> EXERCISE OBJECTIVE
Your response should contain each line of the data that includes "junctions".
** Opening THE RECORDS block **
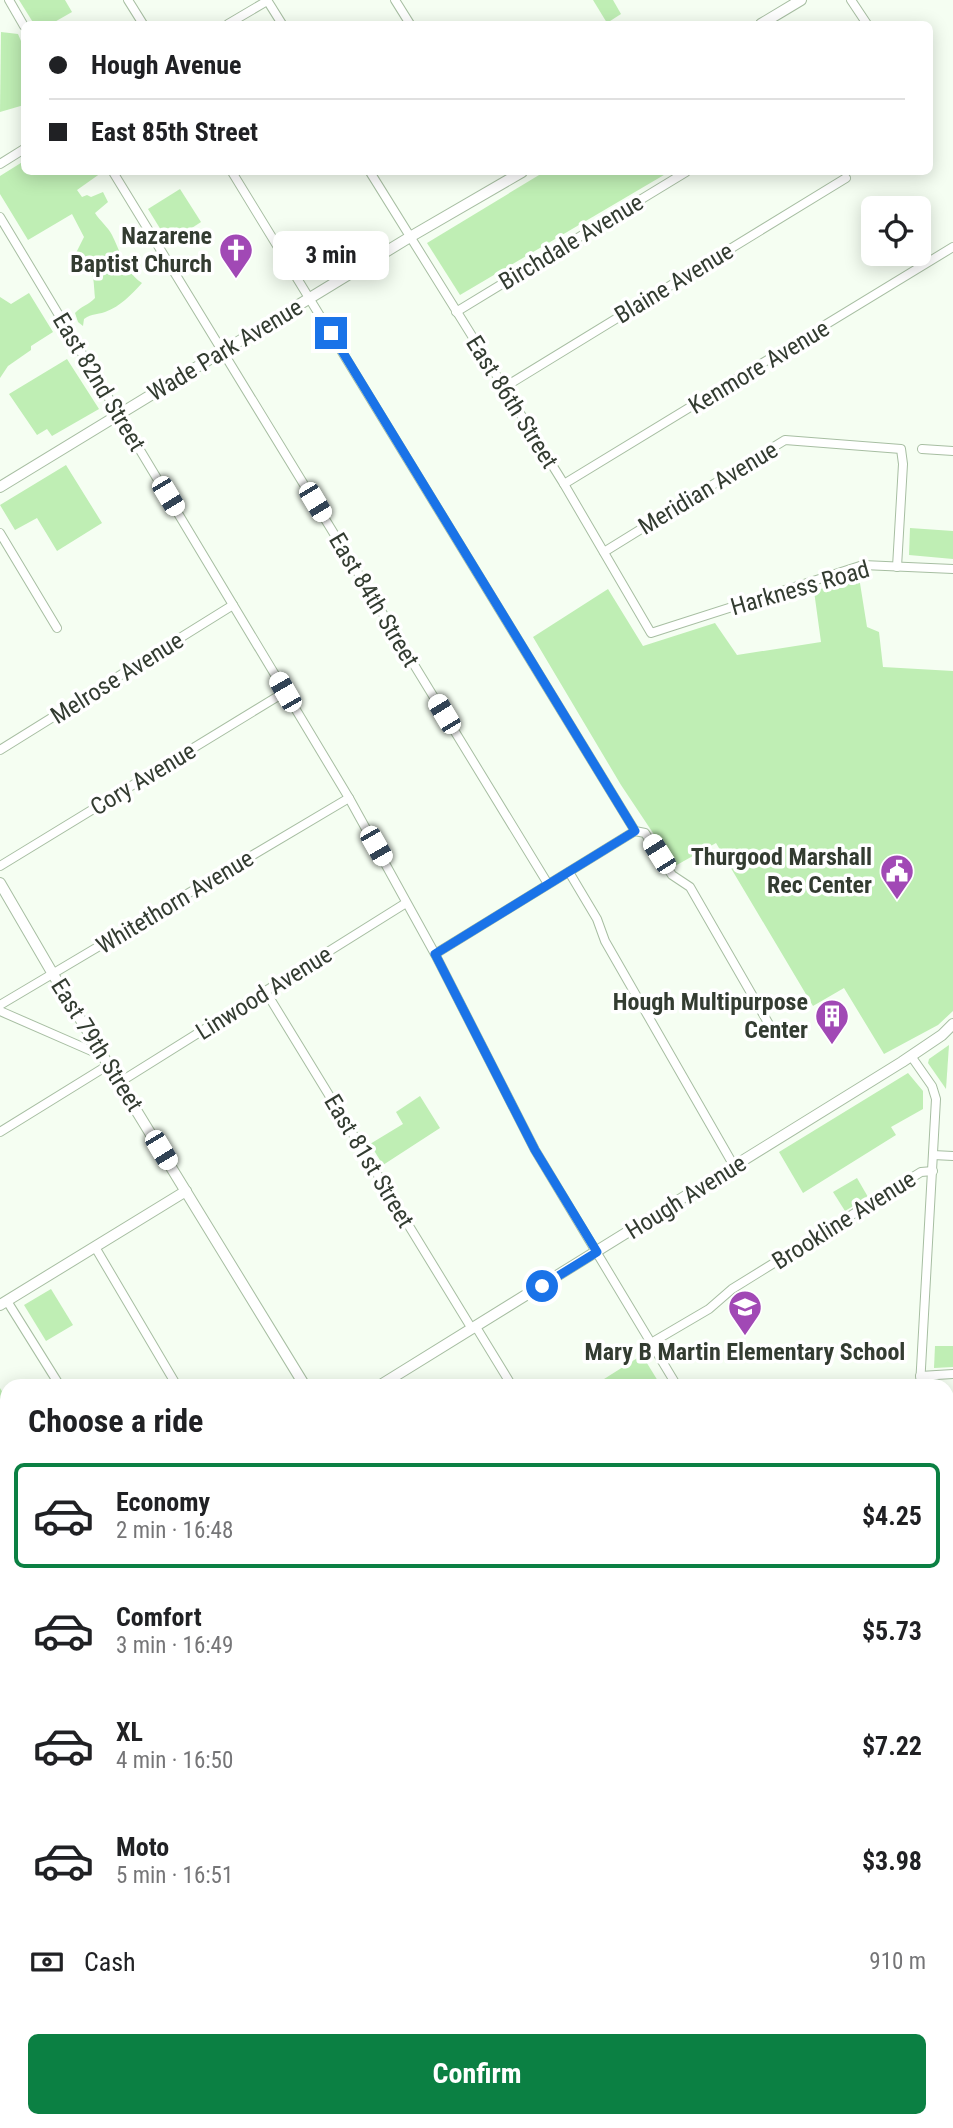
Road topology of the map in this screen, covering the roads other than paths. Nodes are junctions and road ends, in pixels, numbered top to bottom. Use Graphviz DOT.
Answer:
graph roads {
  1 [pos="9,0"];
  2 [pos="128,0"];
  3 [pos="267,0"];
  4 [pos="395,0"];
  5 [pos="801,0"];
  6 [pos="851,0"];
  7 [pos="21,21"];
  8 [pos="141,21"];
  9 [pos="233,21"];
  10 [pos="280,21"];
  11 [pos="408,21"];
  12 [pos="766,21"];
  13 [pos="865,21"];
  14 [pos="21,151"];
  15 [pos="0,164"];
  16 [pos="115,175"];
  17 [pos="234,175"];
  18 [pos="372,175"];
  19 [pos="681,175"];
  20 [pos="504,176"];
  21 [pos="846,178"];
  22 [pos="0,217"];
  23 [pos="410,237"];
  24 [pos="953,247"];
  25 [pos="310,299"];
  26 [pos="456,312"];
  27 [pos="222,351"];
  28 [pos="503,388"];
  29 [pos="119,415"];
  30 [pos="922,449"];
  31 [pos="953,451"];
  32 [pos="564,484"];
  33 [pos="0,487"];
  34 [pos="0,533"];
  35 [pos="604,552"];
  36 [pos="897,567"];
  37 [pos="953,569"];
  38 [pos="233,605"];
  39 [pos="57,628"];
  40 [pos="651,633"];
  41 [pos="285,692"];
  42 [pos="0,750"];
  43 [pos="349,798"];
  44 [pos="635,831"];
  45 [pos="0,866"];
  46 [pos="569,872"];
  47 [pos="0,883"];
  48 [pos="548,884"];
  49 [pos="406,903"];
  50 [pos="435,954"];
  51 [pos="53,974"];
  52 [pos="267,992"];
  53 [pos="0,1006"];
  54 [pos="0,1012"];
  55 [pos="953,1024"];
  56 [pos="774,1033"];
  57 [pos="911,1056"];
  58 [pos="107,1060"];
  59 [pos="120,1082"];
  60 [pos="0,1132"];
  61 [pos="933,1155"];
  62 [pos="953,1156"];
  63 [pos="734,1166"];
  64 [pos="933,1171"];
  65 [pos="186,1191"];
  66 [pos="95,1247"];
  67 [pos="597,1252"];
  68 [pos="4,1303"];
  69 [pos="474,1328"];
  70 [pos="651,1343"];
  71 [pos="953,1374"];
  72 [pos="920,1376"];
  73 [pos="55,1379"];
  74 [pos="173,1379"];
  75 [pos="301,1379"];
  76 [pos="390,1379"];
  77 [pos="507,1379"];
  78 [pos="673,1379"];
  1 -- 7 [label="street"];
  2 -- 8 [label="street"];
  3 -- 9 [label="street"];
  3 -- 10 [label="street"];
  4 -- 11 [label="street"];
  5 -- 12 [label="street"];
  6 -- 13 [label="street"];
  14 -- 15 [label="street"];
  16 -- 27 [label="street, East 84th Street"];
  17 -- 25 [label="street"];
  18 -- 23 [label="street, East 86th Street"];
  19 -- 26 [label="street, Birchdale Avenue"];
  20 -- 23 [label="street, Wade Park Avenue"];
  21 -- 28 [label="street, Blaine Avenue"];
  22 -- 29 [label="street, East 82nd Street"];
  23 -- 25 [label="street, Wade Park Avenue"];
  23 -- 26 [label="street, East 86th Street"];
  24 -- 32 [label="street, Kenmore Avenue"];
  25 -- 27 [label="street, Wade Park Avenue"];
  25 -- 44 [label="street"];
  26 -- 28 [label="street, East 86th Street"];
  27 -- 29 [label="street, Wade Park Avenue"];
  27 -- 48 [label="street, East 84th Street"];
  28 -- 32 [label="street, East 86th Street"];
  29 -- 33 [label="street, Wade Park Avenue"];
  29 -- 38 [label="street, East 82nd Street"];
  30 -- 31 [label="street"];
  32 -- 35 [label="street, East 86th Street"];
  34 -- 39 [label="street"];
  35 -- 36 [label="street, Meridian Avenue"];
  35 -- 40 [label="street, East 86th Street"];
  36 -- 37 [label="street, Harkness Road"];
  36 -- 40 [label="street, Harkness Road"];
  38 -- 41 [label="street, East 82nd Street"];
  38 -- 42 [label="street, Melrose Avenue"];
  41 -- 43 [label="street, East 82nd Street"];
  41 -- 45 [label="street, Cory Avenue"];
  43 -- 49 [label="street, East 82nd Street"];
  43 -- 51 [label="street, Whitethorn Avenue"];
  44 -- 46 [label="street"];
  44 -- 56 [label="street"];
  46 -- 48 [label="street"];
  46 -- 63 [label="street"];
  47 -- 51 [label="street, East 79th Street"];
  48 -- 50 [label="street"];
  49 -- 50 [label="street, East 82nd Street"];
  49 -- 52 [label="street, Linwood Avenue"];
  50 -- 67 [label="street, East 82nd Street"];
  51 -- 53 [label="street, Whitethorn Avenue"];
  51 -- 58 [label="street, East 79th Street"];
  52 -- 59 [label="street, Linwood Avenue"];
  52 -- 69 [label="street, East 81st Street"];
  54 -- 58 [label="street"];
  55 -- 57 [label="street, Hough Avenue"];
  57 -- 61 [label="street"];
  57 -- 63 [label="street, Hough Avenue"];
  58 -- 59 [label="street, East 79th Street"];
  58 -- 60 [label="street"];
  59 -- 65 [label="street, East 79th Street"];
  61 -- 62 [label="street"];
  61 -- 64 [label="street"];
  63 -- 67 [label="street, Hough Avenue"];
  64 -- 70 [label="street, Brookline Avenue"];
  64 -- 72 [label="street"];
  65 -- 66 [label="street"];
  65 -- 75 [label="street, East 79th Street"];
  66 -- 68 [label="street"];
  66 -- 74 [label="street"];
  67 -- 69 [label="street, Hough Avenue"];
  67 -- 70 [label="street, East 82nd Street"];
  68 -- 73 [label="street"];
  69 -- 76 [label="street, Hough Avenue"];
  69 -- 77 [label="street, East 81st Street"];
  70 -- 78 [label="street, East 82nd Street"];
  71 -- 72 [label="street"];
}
** Closing THE RECORDS block **
** Opening THE RECORDS block **
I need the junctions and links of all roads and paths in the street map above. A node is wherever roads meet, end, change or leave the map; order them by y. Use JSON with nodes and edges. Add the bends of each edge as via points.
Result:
** Closing THE RECORDS block **
> RESPONSE TO THIS TASK
Road topology of the map in this screen, covering the roads other than paths. Nodes are junctions and road ends, in pixels, numbered top to bottom. Use Graphviz DOT.
I need the junctions and links of all roads and paths in the street map above. A node is wherever roads meet, end, change or leave the map; order them by y. Use JSON with nodes and edges. Add the bends of each edge as via points.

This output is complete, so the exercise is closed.